Thank you so much for staying in with me to chat about De Vries. I think it sounds brilliant. Now, you pour the cider and I’ll tell readers more about De Vries.
De Vries
Widower Kevan de Vries returns to ‘Sausage Hall’, his house in Sutterton, after seven years’ exile in St Lucia.
He must remain incognito because police want to question him about the unexplained disappearance of Tony Sentance, former employee and leader of a child trafficking gang that operated from within De Vries Industries.
De Vries is obsessed with the identity of his father, never disclosed to him by his mother. He enlists the help of Jackie Briggs, his former housekeeper, and Jean Rook, his solicitor and erstwhile lover, who wants to rekindle their liaison. He reluctantly agrees.
Agnes Price, a young primary school teacher, becomes concerned about the welfare of one of her pupils and Leonard Curry, a schools attendance officer sent to investigate, is attacked. Shortly afterwards, Leonard’s niece, Audrey Furby, goes missing.
De Vries is the sequel to Sausage Hall. The two novels can be read as a pair or each as a standalone text.
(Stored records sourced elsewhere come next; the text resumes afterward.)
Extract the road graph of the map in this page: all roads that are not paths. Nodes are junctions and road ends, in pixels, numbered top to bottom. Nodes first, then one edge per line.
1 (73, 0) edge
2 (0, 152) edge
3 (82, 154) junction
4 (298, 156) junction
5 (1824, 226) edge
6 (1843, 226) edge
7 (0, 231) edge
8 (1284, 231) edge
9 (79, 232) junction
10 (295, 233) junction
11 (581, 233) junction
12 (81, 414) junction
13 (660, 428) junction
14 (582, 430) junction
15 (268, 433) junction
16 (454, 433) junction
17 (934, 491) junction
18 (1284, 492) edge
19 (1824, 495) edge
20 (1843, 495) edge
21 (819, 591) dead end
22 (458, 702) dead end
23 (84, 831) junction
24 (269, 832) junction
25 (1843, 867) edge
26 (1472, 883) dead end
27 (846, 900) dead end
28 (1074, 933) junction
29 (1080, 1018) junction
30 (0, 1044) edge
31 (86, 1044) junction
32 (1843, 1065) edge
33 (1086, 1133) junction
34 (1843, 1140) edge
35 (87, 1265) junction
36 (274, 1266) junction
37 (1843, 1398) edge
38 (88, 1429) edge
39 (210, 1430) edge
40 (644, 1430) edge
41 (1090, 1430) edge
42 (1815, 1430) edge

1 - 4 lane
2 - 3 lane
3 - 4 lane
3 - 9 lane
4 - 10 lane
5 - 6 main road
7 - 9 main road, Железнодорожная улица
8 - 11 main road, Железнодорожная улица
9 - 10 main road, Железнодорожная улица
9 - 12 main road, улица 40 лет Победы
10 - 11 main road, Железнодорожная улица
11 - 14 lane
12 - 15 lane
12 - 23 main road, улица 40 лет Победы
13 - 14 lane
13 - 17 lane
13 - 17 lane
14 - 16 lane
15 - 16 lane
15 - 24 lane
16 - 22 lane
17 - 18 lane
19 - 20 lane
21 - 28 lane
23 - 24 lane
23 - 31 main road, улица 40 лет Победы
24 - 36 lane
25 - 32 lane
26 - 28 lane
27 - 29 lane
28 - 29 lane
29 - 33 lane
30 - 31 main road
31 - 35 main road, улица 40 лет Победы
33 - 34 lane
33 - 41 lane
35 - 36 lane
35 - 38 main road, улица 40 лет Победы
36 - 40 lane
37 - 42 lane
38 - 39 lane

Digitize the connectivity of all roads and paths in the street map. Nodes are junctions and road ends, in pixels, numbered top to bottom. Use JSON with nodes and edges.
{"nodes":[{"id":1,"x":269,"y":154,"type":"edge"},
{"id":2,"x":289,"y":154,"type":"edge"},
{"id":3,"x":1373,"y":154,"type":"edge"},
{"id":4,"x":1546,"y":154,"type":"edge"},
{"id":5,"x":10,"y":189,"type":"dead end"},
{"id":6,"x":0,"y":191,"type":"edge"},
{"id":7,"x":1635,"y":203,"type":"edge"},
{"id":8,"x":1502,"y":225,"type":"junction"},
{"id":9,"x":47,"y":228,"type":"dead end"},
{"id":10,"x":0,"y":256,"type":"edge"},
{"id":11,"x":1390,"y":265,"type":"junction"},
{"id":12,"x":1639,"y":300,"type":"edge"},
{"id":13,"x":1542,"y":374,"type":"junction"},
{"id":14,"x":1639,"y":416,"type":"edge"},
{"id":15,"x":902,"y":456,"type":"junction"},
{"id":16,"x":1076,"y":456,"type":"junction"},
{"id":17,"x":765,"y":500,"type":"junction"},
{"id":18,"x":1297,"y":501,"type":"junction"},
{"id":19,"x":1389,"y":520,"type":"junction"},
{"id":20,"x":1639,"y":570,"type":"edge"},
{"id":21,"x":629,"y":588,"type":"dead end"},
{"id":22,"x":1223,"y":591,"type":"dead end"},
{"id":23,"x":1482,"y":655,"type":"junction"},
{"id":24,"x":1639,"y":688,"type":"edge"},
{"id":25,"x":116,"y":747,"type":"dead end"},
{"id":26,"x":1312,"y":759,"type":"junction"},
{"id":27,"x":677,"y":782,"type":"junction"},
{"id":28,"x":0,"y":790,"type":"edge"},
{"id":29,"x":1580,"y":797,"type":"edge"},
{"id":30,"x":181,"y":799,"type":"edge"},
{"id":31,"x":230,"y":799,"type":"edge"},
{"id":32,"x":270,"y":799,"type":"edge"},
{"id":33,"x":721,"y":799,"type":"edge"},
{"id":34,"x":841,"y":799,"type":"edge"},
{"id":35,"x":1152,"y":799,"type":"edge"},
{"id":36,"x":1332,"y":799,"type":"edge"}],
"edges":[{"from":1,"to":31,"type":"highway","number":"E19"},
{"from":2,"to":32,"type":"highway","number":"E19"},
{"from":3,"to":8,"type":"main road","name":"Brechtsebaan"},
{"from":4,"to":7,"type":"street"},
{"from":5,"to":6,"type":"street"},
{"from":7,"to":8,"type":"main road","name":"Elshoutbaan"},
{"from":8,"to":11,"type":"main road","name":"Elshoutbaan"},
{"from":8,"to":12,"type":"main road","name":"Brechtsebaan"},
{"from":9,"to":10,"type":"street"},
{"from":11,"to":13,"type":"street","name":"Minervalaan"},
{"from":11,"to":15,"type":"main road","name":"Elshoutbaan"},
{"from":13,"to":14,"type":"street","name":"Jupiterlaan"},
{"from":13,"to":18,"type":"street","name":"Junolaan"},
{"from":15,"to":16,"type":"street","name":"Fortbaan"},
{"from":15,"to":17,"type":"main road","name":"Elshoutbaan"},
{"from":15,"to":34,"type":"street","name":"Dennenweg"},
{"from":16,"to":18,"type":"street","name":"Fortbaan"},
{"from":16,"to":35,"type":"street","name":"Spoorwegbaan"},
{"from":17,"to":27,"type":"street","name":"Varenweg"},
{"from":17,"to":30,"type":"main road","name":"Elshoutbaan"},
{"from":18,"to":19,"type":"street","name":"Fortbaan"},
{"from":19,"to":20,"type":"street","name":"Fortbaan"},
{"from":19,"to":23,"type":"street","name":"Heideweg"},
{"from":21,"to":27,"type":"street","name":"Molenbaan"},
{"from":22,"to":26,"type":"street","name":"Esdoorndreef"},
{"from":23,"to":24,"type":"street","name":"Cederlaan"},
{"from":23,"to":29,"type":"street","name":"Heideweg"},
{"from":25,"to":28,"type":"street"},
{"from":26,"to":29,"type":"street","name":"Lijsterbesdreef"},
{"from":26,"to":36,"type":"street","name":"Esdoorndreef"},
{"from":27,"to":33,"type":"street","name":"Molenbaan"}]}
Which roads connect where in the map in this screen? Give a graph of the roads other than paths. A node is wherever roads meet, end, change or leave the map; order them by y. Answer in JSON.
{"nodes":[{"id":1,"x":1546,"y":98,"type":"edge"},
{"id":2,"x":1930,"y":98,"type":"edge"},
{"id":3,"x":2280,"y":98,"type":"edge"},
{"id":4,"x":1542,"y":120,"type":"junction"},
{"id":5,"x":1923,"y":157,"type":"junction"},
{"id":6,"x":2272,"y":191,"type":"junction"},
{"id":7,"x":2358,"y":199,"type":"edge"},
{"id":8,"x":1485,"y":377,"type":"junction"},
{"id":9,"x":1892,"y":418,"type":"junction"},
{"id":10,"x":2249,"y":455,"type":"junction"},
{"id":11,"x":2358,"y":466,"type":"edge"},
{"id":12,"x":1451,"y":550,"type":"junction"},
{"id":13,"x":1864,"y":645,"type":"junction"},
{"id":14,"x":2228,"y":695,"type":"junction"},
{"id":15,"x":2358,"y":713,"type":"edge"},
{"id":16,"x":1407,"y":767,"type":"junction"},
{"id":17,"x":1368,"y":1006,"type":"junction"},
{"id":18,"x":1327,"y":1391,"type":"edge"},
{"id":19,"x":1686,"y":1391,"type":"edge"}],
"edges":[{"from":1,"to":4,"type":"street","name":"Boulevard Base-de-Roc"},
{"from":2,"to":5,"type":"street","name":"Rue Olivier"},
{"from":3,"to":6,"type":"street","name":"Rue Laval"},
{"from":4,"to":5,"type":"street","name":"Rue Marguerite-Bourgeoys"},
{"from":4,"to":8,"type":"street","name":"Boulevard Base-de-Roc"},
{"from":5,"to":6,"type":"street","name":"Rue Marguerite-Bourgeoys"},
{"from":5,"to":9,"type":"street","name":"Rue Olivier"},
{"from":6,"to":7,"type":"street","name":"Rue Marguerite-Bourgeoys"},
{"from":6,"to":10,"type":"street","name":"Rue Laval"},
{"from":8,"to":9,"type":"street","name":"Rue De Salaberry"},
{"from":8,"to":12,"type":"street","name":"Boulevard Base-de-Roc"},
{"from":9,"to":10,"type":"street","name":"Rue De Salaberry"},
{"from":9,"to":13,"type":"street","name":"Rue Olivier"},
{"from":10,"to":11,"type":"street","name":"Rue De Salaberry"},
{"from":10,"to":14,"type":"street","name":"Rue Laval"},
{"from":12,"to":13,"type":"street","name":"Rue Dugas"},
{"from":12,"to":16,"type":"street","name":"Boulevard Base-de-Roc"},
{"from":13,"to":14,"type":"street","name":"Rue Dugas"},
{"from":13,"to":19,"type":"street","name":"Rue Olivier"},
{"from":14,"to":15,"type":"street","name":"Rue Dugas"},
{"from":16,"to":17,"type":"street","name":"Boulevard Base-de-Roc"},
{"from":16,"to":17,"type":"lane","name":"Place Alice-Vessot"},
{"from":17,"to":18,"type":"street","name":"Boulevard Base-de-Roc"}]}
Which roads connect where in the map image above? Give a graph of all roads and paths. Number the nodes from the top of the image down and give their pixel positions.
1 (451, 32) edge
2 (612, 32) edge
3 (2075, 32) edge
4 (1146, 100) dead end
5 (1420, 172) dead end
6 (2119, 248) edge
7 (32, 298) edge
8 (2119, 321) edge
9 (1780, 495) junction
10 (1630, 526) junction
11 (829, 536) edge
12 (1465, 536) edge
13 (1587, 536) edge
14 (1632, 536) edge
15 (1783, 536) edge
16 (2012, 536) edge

‘De Vries’ can be purchased from www.quoscript.co.uk, and most online booksellers on both sides of the Atlantic.
About Christina James
Christina James is the pseudonym of Linda Bennett, née Linda Sherrard, a former pupil of Spalding High School. She has been a book-lover for as long as she can remember – and certainly longer than when she first learnt to read. Books have always been a part of her professional life in some guise: she has worked as a library supplier, an academic, a bookseller, a publisher, an editor and a consultant for publishing and library projects.
Like many book-lovers, it was always her ambition to become a writer herself and after a couple of false starts (and a textbook along the way) she began work on the DI Yates series in 2010. Linda is married with a grown-up son. She lives on the Yorkshire side of the Pennines with her husband, a rescue cat and about three hundred thousand bees.